[Records contained in a dataset]
<<<<

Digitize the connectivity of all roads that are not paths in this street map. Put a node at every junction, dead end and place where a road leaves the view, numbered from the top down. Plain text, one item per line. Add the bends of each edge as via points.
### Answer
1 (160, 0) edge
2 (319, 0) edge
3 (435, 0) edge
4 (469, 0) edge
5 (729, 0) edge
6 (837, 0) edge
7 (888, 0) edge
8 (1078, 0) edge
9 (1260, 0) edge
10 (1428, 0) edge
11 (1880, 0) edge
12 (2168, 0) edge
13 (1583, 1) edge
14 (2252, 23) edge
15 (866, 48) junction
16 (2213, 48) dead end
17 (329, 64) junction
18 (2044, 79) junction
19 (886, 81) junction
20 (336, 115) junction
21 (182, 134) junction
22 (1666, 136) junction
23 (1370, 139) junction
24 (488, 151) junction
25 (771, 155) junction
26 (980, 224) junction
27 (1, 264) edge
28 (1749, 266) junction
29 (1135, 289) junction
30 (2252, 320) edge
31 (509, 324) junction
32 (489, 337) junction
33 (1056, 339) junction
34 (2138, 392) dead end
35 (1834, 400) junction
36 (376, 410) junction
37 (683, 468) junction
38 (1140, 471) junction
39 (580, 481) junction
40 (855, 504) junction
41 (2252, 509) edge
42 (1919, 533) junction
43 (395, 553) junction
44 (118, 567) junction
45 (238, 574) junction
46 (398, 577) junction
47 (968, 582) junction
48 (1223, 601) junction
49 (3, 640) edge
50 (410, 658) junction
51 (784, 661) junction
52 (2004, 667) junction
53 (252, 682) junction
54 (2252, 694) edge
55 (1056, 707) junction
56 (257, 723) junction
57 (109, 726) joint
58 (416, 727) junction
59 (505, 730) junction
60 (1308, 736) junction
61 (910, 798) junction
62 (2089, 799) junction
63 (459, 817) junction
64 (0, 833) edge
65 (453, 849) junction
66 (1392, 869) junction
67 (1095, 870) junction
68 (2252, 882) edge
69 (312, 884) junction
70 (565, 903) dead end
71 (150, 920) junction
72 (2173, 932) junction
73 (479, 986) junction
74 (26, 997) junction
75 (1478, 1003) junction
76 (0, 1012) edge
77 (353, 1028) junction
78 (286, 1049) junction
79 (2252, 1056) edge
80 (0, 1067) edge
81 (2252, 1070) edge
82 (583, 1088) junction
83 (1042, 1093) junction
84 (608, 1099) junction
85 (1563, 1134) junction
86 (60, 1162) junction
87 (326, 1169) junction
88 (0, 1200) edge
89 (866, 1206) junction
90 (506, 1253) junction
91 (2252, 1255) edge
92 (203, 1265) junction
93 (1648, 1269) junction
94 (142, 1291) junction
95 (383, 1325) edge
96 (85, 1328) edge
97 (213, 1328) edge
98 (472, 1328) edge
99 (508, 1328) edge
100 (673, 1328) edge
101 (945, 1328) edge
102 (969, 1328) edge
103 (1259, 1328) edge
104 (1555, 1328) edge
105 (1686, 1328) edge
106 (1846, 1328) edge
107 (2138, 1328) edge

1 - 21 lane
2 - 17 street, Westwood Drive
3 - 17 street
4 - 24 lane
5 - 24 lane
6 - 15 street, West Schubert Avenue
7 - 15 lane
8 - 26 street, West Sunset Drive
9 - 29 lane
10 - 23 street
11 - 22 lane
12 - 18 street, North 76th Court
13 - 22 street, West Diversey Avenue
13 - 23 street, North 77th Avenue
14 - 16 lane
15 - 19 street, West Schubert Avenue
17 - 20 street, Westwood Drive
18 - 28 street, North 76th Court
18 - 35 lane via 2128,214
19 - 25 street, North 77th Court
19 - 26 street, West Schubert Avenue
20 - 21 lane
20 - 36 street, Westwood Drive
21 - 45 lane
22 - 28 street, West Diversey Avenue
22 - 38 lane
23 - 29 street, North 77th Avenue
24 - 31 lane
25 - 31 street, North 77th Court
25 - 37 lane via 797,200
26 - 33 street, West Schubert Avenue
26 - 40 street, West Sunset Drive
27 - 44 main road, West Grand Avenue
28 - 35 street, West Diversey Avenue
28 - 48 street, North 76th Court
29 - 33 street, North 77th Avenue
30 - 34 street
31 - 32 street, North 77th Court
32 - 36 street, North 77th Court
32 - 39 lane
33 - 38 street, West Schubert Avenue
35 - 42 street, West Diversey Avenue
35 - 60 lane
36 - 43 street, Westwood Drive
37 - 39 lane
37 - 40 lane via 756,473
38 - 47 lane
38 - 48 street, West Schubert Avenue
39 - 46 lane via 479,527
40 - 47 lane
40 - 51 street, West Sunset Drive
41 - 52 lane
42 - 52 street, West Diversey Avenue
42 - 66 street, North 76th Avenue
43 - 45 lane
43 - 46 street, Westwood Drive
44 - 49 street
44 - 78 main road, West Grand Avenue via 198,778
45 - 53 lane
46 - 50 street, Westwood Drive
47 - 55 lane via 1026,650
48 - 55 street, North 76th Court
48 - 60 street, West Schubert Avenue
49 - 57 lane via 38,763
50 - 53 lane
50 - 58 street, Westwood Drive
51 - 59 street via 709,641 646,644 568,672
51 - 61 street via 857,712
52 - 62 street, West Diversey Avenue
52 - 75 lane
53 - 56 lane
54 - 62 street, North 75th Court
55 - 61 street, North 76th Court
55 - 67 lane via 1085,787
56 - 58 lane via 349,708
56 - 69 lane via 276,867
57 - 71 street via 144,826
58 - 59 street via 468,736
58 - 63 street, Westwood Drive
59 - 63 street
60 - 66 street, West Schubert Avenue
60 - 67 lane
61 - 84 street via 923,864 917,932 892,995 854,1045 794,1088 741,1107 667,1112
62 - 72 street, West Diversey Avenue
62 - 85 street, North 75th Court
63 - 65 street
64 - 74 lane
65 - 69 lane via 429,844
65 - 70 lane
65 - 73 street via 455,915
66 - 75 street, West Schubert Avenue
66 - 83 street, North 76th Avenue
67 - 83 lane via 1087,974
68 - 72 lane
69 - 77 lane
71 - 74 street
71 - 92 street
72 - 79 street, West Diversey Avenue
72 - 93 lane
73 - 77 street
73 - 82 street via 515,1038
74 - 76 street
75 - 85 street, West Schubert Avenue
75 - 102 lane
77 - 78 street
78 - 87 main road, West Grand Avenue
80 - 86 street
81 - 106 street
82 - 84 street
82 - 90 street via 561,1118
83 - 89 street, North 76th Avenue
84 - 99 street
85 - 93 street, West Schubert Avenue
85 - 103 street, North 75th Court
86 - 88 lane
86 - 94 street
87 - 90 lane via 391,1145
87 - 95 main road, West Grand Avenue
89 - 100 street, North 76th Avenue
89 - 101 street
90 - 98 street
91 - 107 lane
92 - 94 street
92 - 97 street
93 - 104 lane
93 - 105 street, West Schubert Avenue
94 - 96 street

>>>>

* _About this exercise_
Filter the lines above, keeping and copying those that contain "Drive".

* _Output_
2 - 17 street, Westwood Drive
8 - 26 street, West Sunset Drive
17 - 20 street, Westwood Drive
20 - 36 street, Westwood Drive
26 - 40 street, West Sunset Drive
36 - 43 street, Westwood Drive
40 - 51 street, West Sunset Drive
43 - 46 street, Westwood Drive
46 - 50 street, Westwood Drive
50 - 58 street, Westwood Drive
58 - 63 street, Westwood Drive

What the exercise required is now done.